• WORK TASK: Your reply should hold only the lines from the records below where "edges" occurs.

════════════════════

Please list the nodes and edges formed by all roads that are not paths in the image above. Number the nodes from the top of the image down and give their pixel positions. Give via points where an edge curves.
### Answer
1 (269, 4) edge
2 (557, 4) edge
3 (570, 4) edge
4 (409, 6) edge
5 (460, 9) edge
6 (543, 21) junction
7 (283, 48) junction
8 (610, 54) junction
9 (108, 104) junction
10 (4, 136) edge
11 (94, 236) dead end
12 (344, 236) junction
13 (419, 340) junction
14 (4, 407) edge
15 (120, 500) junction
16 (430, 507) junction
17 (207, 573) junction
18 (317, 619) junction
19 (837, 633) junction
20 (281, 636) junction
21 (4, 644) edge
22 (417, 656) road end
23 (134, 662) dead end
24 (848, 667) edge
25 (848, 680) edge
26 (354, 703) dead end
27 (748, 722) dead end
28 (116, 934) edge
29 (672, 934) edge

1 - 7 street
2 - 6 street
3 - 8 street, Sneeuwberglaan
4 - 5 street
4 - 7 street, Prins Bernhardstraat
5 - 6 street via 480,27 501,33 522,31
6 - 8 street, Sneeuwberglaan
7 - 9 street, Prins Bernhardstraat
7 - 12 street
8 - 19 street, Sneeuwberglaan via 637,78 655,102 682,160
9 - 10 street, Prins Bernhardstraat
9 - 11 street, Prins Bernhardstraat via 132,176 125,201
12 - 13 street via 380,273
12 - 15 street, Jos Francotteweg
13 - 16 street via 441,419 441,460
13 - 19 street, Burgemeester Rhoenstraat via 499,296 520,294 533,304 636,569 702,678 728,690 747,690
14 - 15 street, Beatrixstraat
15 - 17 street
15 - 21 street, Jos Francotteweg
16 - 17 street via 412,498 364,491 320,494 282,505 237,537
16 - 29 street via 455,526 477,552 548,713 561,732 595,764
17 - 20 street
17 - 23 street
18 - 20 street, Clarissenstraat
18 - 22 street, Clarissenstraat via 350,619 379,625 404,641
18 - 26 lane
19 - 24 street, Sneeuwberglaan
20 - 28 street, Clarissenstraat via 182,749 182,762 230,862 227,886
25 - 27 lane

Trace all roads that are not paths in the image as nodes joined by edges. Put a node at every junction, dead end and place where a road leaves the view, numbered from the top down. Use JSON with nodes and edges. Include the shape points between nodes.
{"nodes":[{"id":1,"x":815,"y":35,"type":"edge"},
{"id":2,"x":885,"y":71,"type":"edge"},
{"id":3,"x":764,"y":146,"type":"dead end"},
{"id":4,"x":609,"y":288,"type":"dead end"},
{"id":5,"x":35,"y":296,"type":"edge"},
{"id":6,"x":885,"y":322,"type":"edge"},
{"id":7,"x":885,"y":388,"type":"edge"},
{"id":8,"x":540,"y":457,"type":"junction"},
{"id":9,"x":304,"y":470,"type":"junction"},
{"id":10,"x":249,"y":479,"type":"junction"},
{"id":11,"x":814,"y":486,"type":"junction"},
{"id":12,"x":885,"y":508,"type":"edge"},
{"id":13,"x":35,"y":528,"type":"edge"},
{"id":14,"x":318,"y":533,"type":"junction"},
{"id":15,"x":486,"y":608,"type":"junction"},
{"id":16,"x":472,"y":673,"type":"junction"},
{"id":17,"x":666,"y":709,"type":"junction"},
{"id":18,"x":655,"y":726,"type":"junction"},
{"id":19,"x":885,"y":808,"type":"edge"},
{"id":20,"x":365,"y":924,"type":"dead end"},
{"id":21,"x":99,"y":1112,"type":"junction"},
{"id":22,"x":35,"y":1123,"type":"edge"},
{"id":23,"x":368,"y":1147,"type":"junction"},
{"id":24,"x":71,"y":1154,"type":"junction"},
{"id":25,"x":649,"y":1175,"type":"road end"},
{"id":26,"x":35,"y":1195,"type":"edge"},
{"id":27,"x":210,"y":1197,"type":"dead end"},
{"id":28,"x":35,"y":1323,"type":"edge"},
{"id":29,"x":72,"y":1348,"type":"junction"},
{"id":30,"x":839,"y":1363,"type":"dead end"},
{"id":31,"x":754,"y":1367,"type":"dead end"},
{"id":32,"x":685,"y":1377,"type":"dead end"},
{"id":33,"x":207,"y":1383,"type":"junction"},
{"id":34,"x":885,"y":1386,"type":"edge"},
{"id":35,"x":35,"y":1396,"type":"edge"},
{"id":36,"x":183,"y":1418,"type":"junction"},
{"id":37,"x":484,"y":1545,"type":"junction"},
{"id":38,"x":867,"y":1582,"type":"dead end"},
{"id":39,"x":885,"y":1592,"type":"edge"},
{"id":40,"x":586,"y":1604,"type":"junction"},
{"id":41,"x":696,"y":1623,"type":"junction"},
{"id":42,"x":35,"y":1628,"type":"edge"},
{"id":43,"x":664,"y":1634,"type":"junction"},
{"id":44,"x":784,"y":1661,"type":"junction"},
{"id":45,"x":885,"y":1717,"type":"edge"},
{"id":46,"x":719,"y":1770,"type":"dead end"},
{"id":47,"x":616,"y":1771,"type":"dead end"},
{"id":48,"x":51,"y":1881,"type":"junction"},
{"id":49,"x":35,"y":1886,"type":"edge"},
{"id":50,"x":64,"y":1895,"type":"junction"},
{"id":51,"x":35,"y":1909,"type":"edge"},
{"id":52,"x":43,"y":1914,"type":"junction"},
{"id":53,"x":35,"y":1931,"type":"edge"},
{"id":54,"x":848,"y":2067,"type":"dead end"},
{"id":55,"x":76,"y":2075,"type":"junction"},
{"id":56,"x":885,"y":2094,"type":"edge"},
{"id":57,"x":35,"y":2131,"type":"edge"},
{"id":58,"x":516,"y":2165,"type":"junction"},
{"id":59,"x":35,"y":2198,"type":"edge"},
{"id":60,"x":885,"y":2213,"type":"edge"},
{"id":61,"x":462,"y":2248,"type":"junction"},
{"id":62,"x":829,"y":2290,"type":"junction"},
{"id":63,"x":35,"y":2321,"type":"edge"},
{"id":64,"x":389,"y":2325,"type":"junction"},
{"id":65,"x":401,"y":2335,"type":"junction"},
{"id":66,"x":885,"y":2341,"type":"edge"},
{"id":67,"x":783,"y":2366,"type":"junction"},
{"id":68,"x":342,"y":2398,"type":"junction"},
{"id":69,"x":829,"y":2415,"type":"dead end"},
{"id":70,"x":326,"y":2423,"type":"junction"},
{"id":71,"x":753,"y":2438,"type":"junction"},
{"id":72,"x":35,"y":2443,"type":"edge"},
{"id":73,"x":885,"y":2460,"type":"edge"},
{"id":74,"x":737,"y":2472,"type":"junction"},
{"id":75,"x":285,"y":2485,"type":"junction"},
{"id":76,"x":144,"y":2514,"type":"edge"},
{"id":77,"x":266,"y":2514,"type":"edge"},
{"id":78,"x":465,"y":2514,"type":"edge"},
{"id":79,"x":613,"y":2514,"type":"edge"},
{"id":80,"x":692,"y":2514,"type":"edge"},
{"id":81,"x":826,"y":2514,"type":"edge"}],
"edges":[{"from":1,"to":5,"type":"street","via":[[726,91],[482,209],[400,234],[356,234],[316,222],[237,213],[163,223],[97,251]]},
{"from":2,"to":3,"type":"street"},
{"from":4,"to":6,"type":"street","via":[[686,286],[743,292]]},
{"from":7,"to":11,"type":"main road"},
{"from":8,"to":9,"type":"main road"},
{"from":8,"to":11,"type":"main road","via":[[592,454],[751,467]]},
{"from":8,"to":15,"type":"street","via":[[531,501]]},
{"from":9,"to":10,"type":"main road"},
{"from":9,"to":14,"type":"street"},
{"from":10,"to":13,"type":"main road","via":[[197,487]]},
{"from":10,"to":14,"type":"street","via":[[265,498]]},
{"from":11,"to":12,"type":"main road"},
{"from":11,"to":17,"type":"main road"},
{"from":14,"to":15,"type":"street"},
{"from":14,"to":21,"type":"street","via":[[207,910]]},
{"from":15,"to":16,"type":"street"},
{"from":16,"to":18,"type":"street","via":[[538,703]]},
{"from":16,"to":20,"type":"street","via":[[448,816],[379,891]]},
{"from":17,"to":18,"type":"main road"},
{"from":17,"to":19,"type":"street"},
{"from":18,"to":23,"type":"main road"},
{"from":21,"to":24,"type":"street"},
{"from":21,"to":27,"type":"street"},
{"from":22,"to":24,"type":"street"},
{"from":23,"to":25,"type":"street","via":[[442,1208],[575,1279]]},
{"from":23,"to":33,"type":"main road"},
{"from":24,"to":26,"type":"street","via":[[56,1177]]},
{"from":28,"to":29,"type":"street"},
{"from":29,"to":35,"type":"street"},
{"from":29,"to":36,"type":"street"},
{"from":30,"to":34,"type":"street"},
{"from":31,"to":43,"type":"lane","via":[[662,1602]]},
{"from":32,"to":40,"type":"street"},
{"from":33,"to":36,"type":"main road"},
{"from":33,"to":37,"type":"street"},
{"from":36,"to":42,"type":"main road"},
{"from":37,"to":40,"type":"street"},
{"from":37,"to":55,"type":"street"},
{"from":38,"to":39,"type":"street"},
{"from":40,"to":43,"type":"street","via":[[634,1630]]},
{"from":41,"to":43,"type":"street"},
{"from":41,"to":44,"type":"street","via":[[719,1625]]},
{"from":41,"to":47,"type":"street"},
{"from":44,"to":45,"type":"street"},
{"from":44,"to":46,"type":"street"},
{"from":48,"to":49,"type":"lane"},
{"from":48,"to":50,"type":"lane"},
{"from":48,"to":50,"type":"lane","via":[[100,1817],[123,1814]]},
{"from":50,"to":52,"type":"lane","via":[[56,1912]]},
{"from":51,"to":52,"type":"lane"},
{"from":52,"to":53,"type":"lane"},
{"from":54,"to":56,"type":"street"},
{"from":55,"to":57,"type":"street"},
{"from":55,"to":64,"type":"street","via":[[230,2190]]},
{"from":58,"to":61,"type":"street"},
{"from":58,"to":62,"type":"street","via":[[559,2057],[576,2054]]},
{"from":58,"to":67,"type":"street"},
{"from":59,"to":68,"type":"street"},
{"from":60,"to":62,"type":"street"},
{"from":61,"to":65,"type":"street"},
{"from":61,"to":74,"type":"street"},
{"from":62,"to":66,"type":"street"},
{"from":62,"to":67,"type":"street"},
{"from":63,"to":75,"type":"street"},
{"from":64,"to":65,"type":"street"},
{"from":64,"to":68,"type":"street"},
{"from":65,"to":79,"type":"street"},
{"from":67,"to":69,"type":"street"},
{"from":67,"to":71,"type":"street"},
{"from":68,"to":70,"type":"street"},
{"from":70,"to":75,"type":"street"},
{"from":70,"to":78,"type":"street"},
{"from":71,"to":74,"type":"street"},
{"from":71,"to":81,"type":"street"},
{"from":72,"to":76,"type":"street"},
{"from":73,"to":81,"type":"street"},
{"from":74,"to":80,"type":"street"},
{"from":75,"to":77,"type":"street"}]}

════════════════════

• ANSWER FOR THIS EXERCISE:
Please list the nodes and edges formed by all roads that are not paths in the image above. Number the nodes from the top of the image down and give their pixel positions. Give via points where an edge curves.
Trace all roads that are not paths in the image as nodes joined by edges. Put a node at every junction, dead end and place where a road leaves the view, numbered from the top down. Use JSON with nodes and edges. Include the shape points between nodes.
"edges":[{"from":1,"to":5,"type":"street","via":[[726,91],[482,209],[400,234],[356,234],[316,222],[237,213],[163,223],[97,251]]},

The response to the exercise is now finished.